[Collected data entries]
*** Block opens ***

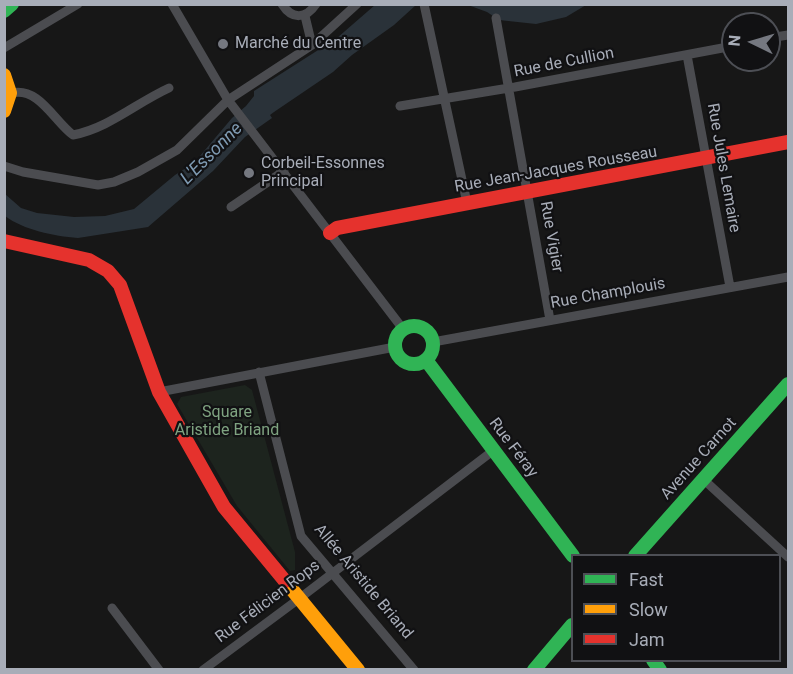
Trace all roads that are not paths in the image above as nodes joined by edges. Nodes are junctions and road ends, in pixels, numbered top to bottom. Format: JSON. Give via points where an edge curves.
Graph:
{"nodes":[{"id":1,"x":12,"y":4,"type":"edge"},
{"id":2,"x":78,"y":4,"type":"edge"},
{"id":3,"x":172,"y":4,"type":"edge"},
{"id":4,"x":282,"y":4,"type":"edge"},
{"id":5,"x":316,"y":4,"type":"edge"},
{"id":6,"x":357,"y":4,"type":"edge"},
{"id":7,"x":424,"y":4,"type":"edge"},
{"id":8,"x":4,"y":10,"type":"edge"},
{"id":9,"x":305,"y":16,"type":"junction"},
{"id":10,"x":496,"y":18,"type":"dead end"},
{"id":11,"x":312,"y":45,"type":"junction"},
{"id":12,"x":4,"y":48,"type":"edge"},
{"id":13,"x":721,"y":48,"type":"edge"},
{"id":14,"x":687,"y":55,"type":"junction"},
{"id":15,"x":4,"y":75,"type":"edge"},
{"id":16,"x":170,"y":88,"type":"dead end"},
{"id":17,"x":509,"y":88,"type":"junction"},
{"id":18,"x":12,"y":93,"type":"junction"},
{"id":19,"x":445,"y":98,"type":"junction"},
{"id":20,"x":228,"y":100,"type":"junction"},
{"id":21,"x":400,"y":106,"type":"dead end"},
{"id":22,"x":4,"y":111,"type":"edge"},
{"id":23,"x":789,"y":142,"type":"edge"},
{"id":24,"x":706,"y":159,"type":"junction"},
{"id":25,"x":4,"y":165,"type":"edge"},
{"id":26,"x":284,"y":171,"type":"junction"},
{"id":27,"x":528,"y":192,"type":"junction"},
{"id":28,"x":467,"y":202,"type":"junction"},
{"id":29,"x":231,"y":207,"type":"dead end"},
{"id":30,"x":330,"y":233,"type":"junction"},
{"id":31,"x":4,"y":241,"type":"edge"},
{"id":32,"x":789,"y":277,"type":"edge"},
{"id":33,"x":729,"y":287,"type":"junction"},
{"id":34,"x":550,"y":320,"type":"junction"},
{"id":35,"x":403,"y":329,"type":"junction"},
{"id":36,"x":433,"y":342,"type":"junction"},
{"id":37,"x":395,"y":347,"type":"junction"},
{"id":38,"x":426,"y":360,"type":"junction"},
{"id":39,"x":259,"y":372,"type":"junction"},
{"id":40,"x":788,"y":386,"type":"edge"},
{"id":41,"x":159,"y":392,"type":"junction"},
{"id":42,"x":494,"y":450,"type":"junction"},
{"id":43,"x":703,"y":479,"type":"junction"},
{"id":44,"x":572,"y":554,"type":"edge"},
{"id":45,"x":636,"y":554,"type":"edge"},
{"id":46,"x":789,"y":557,"type":"edge"},
{"id":47,"x":332,"y":573,"type":"junction"},
{"id":48,"x":300,"y":598,"type":"junction"},
{"id":49,"x":112,"y":608,"type":"dead end"},
{"id":50,"x":571,"y":627,"type":"edge"},
{"id":51,"x":159,"y":669,"type":"edge"},
{"id":52,"x":203,"y":669,"type":"edge"},
{"id":53,"x":358,"y":669,"type":"edge"},
{"id":54,"x":414,"y":669,"type":"edge"},
{"id":55,"x":534,"y":669,"type":"edge"}],
"edges":[{"from":1,"to":8,"type":"street"},
{"from":2,"to":12,"type":"street"},
{"from":3,"to":20,"type":"street"},
{"from":4,"to":9,"type":"street","via":[[286,11]]},
{"from":5,"to":9,"type":"street"},
{"from":6,"to":11,"type":"street"},
{"from":7,"to":19,"type":"street"},
{"from":9,"to":11,"type":"street"},
{"from":10,"to":17,"type":"street","name":"Rue Vigier"},
{"from":11,"to":20,"type":"street"},
{"from":13,"to":14,"type":"street","name":"Rue de Cullion"},
{"from":14,"to":17,"type":"street","name":"Rue de Cullion"},
{"from":14,"to":24,"type":"street","name":"Rue Jules Lemaire"},
{"from":15,"to":18,"type":"street"},
{"from":16,"to":18,"type":"street","via":[[111,123],[75,135],[31,95]]},
{"from":17,"to":19,"type":"street","name":"Rue de Cullion"},
{"from":17,"to":27,"type":"street","name":"Rue Vigier"},
{"from":18,"to":22,"type":"street"},
{"from":19,"to":21,"type":"street","name":"Rue de Cullion"},
{"from":19,"to":28,"type":"street"},
{"from":20,"to":25,"type":"street","via":[[177,150],[114,182],[87,184]]},
{"from":20,"to":26,"type":"street"},
{"from":23,"to":24,"type":"street","name":"Rue Jean-Jacques Rousseau"},
{"from":24,"to":27,"type":"street","name":"Rue Jean-Jacques Rousseau"},
{"from":24,"to":33,"type":"street","name":"Rue Jules Lemaire"},
{"from":26,"to":29,"type":"street"},
{"from":26,"to":30,"type":"street"},
{"from":27,"to":28,"type":"street","name":"Rue Jean-Jacques Rousseau"},
{"from":27,"to":34,"type":"street","name":"Rue Vigier"},
{"from":28,"to":30,"type":"street","name":"Rue Jean-Jacques Rousseau","via":[[337,228]]},
{"from":30,"to":35,"type":"street"},
{"from":31,"to":41,"type":"street","via":[[80,257],[108,271],[128,303]]},
{"from":32,"to":33,"type":"street","name":"Rue Champlouis"},
{"from":33,"to":34,"type":"street","name":"Rue Champlouis"},
{"from":34,"to":36,"type":"street","name":"Rue Champlouis"},
{"from":35,"to":36,"type":"street","via":[[419,327],[428,332]]},
{"from":35,"to":37,"type":"street"},
{"from":36,"to":38,"type":"street"},
{"from":37,"to":38,"type":"street","via":[[404,361],[415,364]]},
{"from":37,"to":39,"type":"street"},
{"from":38,"to":42,"type":"street","name":"Rue Féray"},
{"from":39,"to":41,"type":"street"},
{"from":39,"to":47,"type":"street","name":"Allée Aristide Briand","via":[[298,531]]},
{"from":40,"to":43,"type":"street","name":"Avenue Carnot"},
{"from":41,"to":48,"type":"street","via":[[224,507]]},
{"from":42,"to":44,"type":"street","name":"Rue Féray"},
{"from":42,"to":47,"type":"street","name":"Rue Félicien Rops"},
{"from":43,"to":45,"type":"street","name":"Avenue Carnot"},
{"from":43,"to":46,"type":"street"},
{"from":47,"to":48,"type":"street","name":"Rue Félicien Rops"},
{"from":47,"to":54,"type":"street","name":"Allée Aristide Briand"},
{"from":48,"to":52,"type":"street","name":"Rue Félicien Rops"},
{"from":48,"to":53,"type":"street"},
{"from":49,"to":51,"type":"street"},
{"from":50,"to":55,"type":"street"}]}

*** Block closes ***

(Assigned task) If a line of the records above holds the word "Jules", show it.

(Exercise solution)
{"from":14,"to":24,"type":"street","name":"Rue Jules Lemaire"},
{"from":24,"to":33,"type":"street","name":"Rue Jules Lemaire"},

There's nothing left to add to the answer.